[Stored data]
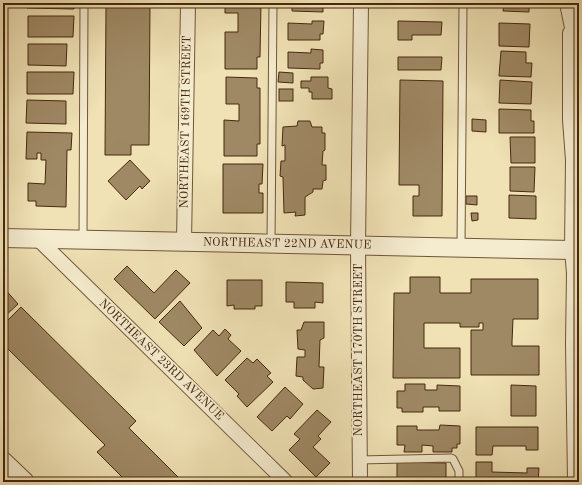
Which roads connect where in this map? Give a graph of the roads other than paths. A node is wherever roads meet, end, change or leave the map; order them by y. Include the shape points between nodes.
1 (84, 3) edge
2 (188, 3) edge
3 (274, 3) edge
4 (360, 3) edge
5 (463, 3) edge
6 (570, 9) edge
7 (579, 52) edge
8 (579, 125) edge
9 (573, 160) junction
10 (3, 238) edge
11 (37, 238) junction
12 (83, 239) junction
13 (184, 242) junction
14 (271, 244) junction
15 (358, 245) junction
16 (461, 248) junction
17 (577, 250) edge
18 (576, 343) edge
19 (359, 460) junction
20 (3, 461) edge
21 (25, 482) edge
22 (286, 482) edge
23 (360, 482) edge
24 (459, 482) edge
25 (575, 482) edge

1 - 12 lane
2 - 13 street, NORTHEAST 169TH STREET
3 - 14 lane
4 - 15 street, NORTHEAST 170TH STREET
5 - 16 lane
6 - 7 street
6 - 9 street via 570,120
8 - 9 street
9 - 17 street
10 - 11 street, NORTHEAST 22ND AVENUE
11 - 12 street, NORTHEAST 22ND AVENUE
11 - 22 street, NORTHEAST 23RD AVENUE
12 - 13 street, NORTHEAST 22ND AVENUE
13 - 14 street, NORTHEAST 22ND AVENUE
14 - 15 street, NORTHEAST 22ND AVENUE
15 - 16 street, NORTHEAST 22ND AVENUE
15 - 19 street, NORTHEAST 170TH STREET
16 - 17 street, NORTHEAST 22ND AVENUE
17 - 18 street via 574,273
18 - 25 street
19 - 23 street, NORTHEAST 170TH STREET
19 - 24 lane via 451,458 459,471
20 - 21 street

* **Assignment**: Write out all of the data above exactly, without any of its pictures.

* **Task answer**:
Which roads connect where in this map? Give a graph of the roads other than paths. A node is wherever roads meet, end, change or leave the map; order them by y. Include the shape points between nodes.
1 (84, 3) edge
2 (188, 3) edge
3 (274, 3) edge
4 (360, 3) edge
5 (463, 3) edge
6 (570, 9) edge
7 (579, 52) edge
8 (579, 125) edge
9 (573, 160) junction
10 (3, 238) edge
11 (37, 238) junction
12 (83, 239) junction
13 (184, 242) junction
14 (271, 244) junction
15 (358, 245) junction
16 (461, 248) junction
17 (577, 250) edge
18 (576, 343) edge
19 (359, 460) junction
20 (3, 461) edge
21 (25, 482) edge
22 (286, 482) edge
23 (360, 482) edge
24 (459, 482) edge
25 (575, 482) edge

1 - 12 lane
2 - 13 street, NORTHEAST 169TH STREET
3 - 14 lane
4 - 15 street, NORTHEAST 170TH STREET
5 - 16 lane
6 - 7 street
6 - 9 street via 570,120
8 - 9 street
9 - 17 street
10 - 11 street, NORTHEAST 22ND AVENUE
11 - 12 street, NORTHEAST 22ND AVENUE
11 - 22 street, NORTHEAST 23RD AVENUE
12 - 13 street, NORTHEAST 22ND AVENUE
13 - 14 street, NORTHEAST 22ND AVENUE
14 - 15 street, NORTHEAST 22ND AVENUE
15 - 16 street, NORTHEAST 22ND AVENUE
15 - 19 street, NORTHEAST 170TH STREET
16 - 17 street, NORTHEAST 22ND AVENUE
17 - 18 street via 574,273
18 - 25 street
19 - 23 street, NORTHEAST 170TH STREET
19 - 24 lane via 451,458 459,471
20 - 21 street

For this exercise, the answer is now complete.